> _Data shown_

BEGIN

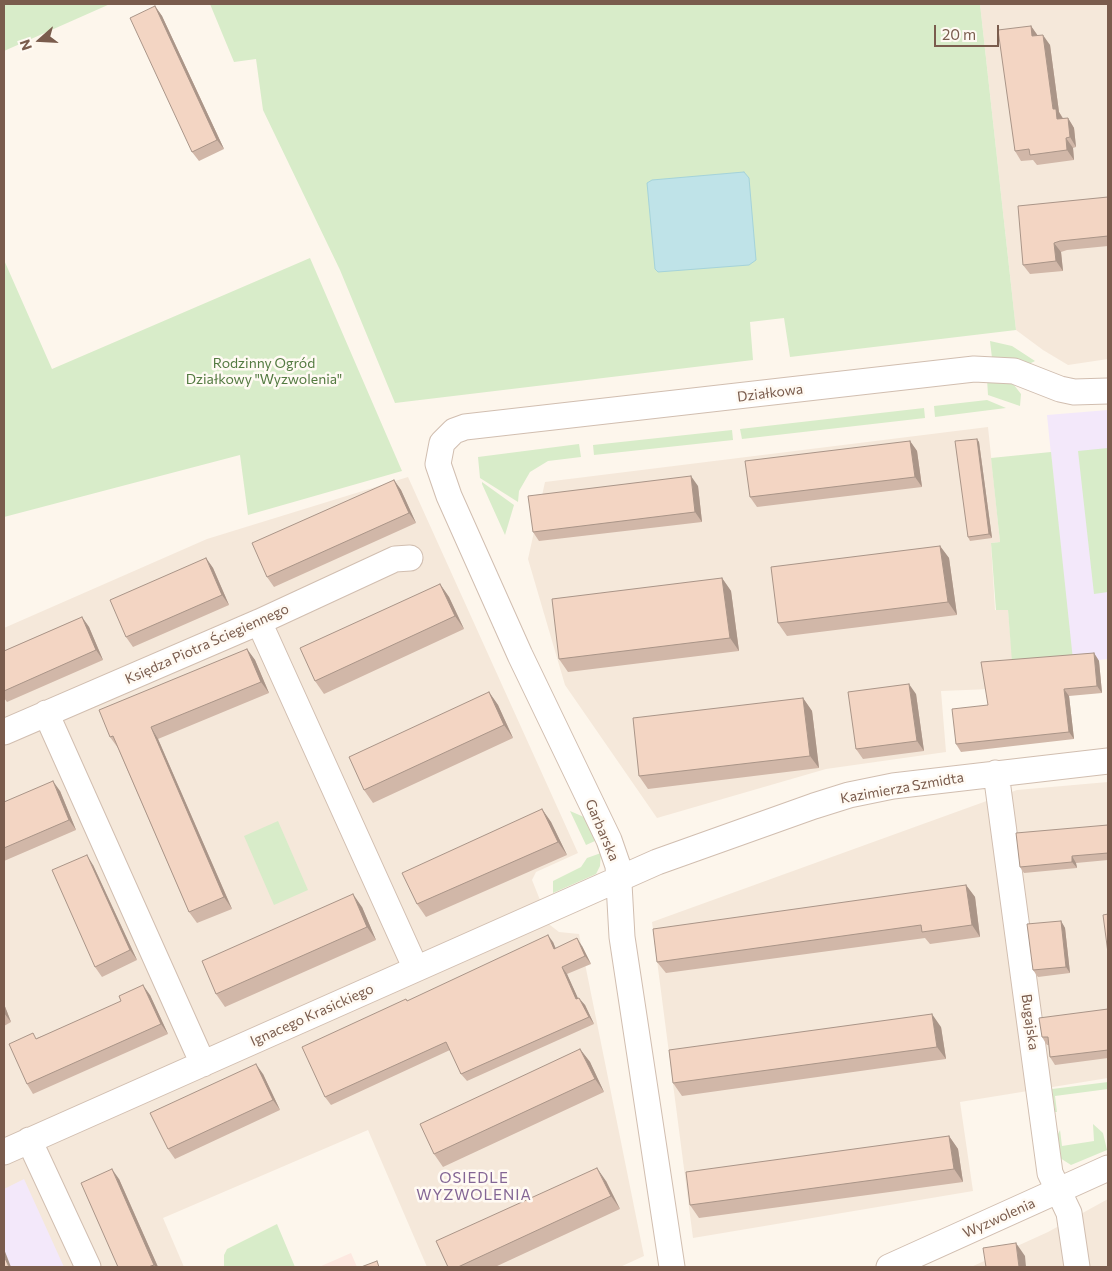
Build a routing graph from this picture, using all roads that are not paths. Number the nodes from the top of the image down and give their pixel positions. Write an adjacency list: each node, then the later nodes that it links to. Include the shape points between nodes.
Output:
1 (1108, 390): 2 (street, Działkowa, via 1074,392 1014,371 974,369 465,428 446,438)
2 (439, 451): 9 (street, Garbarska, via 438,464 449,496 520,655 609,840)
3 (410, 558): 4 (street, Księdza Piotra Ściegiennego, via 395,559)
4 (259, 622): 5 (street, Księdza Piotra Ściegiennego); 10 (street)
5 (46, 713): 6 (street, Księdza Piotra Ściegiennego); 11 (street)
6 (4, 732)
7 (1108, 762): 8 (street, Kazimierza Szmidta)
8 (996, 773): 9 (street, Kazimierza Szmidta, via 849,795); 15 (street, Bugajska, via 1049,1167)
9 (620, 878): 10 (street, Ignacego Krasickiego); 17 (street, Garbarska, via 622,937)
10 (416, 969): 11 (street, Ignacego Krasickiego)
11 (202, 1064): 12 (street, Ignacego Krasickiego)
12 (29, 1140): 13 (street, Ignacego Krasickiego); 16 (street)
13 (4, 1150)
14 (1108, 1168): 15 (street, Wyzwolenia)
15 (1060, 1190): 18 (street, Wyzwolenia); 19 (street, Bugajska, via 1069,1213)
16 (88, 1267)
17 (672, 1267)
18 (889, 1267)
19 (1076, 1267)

END
BEGIN

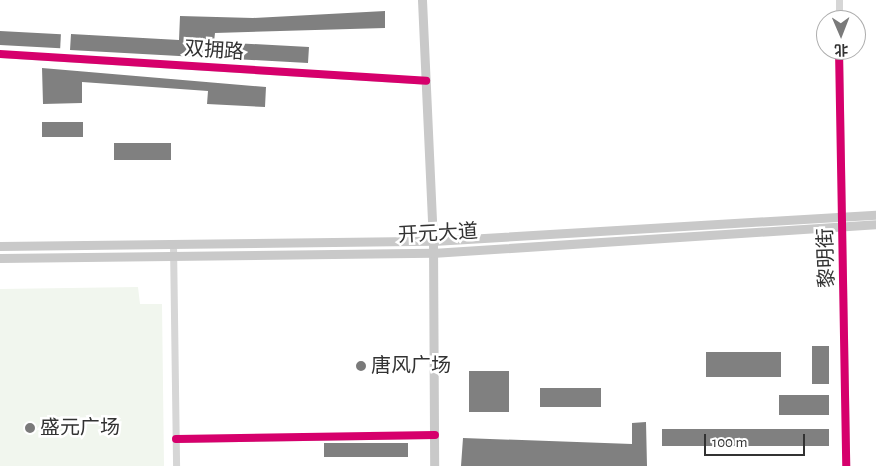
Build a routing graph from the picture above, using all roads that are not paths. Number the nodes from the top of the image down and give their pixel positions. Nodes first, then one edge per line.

END

> _Exercise objective_
What is the number of lines in the listing that hold "from"? Give that number and nothing more.

> _Result below_
2